St. Julien Hotel & Spa - The Lobby Bar
Polished pours for Boulder's upscale crowd
Downtown · Boulder · Hotel Bar · Visit Website ↗
Reviewed April 2, 2026
Wingman Metrics
First Impression
Walking into the St. Julien Lobby Bar, the wine list reads exactly like you'd expect from a well-heeled hotel property — recognizable names, safe bets, nothing that's going to surprise or offend anyone. It's curated for the business traveler and the anniversary couple equally, which means it skews toward reliability over discovery. The setting does a lot of the heavy lifting here.
Selection Deep Dive
The list leans heavily on California — Napa and Sonoma dominate the whites and reds — with a few token European entries like Jermann's Pinot Grigio from Friuli and a Champagne from Reims to round things out. Terrazas Malbec represents South America and Domaine de Boissan covers the Rhône side of things, but don't come here expecting a deep Burgundy bench or an adventurous by-the-glass rotation. Patz & Hall Chardonnay is the most interesting California pick on the list — a real producer with real credibility. The gaps are wide though: no Spanish, no German, very little Italy beyond the Jermann.
By the Glass
With 15-25 glass options, the BTG program is respectable for a hotel bar — you're not stuck choosing between two Chardonnays and a Cab. The lineup hits the major categories without venturing anywhere unexpected, and rotation appears minimal at best. What's here is drinkable and inoffensive, which is honestly the baseline ask at a spot like this.

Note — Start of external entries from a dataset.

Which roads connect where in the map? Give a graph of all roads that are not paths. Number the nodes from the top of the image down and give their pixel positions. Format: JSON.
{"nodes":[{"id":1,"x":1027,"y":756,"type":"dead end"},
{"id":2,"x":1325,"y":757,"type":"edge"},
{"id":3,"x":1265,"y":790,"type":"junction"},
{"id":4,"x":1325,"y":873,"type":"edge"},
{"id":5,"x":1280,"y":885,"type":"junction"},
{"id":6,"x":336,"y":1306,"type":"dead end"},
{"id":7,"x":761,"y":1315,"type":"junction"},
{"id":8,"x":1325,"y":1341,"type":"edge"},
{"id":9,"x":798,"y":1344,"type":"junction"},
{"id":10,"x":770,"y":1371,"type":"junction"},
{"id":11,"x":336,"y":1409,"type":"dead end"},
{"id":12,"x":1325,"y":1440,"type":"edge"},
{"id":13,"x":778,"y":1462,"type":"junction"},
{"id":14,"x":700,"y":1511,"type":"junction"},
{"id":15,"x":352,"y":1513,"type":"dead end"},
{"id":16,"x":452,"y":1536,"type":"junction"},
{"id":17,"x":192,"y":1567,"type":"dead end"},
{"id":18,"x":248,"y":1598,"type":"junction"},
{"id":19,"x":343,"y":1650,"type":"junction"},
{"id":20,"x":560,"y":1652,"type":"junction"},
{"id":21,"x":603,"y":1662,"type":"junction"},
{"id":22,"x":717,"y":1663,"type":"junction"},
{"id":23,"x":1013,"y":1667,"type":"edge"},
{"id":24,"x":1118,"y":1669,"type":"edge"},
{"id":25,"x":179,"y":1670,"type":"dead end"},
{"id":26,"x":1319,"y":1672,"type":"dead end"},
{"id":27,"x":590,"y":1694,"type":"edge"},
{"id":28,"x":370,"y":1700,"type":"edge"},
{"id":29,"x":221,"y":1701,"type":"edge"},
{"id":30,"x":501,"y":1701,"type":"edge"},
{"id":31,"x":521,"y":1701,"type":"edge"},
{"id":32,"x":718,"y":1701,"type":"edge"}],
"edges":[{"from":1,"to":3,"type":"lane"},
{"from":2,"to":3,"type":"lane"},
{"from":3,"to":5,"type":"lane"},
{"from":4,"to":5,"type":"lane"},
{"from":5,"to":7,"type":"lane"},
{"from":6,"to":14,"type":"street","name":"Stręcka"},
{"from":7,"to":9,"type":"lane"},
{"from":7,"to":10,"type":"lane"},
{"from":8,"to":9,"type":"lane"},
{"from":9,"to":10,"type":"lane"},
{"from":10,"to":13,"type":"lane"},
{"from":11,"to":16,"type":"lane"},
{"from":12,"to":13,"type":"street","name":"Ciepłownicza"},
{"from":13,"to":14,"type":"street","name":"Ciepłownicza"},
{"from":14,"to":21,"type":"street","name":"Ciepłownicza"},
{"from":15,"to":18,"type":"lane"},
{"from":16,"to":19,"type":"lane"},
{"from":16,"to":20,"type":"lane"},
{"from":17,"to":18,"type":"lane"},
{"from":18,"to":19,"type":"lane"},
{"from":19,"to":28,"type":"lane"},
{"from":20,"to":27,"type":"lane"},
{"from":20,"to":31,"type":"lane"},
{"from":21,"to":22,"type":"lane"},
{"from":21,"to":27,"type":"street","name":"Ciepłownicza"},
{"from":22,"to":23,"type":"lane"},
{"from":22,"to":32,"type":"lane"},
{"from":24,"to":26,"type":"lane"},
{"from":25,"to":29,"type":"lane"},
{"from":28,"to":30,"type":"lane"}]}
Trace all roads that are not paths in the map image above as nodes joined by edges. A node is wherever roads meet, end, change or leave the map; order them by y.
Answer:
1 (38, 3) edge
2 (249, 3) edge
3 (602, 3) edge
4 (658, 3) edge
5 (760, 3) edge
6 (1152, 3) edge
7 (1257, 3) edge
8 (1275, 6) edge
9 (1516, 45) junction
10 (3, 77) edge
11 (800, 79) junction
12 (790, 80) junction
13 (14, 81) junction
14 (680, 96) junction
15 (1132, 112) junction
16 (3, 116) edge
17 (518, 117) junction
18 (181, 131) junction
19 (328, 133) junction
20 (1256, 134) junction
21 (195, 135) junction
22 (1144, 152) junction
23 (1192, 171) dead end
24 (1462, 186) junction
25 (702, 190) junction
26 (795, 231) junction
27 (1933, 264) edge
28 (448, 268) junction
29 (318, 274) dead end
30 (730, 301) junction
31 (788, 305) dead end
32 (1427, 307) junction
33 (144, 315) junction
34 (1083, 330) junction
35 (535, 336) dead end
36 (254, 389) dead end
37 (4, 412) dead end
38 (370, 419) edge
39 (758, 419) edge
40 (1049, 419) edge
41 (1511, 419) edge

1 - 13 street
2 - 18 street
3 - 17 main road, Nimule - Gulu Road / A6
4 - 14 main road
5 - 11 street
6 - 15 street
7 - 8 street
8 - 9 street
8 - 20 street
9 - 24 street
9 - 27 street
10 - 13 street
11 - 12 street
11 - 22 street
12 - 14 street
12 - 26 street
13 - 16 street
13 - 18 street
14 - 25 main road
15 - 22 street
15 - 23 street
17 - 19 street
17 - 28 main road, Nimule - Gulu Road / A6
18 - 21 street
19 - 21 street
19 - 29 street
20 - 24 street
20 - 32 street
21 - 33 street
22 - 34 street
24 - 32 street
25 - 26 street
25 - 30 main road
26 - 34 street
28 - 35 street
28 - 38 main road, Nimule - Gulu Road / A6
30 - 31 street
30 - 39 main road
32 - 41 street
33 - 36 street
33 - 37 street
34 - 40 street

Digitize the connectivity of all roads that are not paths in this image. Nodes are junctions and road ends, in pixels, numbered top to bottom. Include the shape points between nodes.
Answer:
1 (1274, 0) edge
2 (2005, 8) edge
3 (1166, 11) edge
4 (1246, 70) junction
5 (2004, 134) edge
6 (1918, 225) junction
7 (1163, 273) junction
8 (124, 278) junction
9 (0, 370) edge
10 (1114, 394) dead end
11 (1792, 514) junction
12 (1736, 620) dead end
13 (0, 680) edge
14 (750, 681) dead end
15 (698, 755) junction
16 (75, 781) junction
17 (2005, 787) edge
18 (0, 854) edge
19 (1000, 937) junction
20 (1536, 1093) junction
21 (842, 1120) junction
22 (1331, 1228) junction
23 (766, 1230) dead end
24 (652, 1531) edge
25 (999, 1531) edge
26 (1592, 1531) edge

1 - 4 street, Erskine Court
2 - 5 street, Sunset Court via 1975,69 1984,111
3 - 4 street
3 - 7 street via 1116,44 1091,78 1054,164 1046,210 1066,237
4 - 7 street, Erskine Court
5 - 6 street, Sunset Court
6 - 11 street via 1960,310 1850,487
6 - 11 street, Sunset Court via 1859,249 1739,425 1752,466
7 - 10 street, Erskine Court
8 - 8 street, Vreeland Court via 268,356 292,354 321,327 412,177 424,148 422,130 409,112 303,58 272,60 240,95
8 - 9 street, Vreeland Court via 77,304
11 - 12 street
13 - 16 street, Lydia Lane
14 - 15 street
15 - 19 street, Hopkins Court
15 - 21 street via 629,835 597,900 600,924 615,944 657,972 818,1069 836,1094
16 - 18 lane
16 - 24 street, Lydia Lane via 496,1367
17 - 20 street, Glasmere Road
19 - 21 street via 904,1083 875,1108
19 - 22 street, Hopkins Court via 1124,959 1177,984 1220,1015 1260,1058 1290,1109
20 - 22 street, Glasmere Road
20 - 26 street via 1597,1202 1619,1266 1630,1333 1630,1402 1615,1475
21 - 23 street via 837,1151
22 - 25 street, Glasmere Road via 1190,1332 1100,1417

Jermann Pinot Grigio, Friuli-Venezia Giulia — null
Jermann is one of Friuli's most respected white wine producers — this isn't your grocery store Pinot Grigio. In a list full of California warhorses, this bottle stands out as genuinely interesting and well-made. If the glass price is anywhere near reasonable, it's the smartest pour on the menu.
Domaine de Boissan
Most hotel bar guests are reaching for the Rombauer or the Patz & Hall without a second glance, which means the Domaine de Boissan from the Southern Rhône quietly sits there being the most food-friendly option on the list. A Grenache-based Rhône blend at a hotel bar is unexpected — that alone makes it worth ordering.
Rombauer Sauvignon Blanc, Napa Valley
Rombauer is a crowd-pleaser brand that commands a brand premium, and at hotel bar prices that markup gets painful fast. Their Chardonnay is their calling card — the Sauvignon Blanc doesn't carry the same cache and you're almost certainly overpaying for the label recognition alone.
Patz & Hall Chardonnay, Sonoma County + Charcuterie Board
Patz & Hall makes a restrained, site-driven Chardonnay that doesn't drown in butter and oak — which means it actually holds up alongside cured meats and richer cheeses without turning into a clash of richness. The acidity does the work that a flabbier California Chard can't.
✔️ The Bottom Line
The St. Julien Lobby Bar is exactly what it needs to be — a comfortable, good-looking room with a wine list that won't embarrass anyone. Just don't come here chasing value or discovery; come here because the hotel is beautiful and the Jermann deserves more credit than it'll get.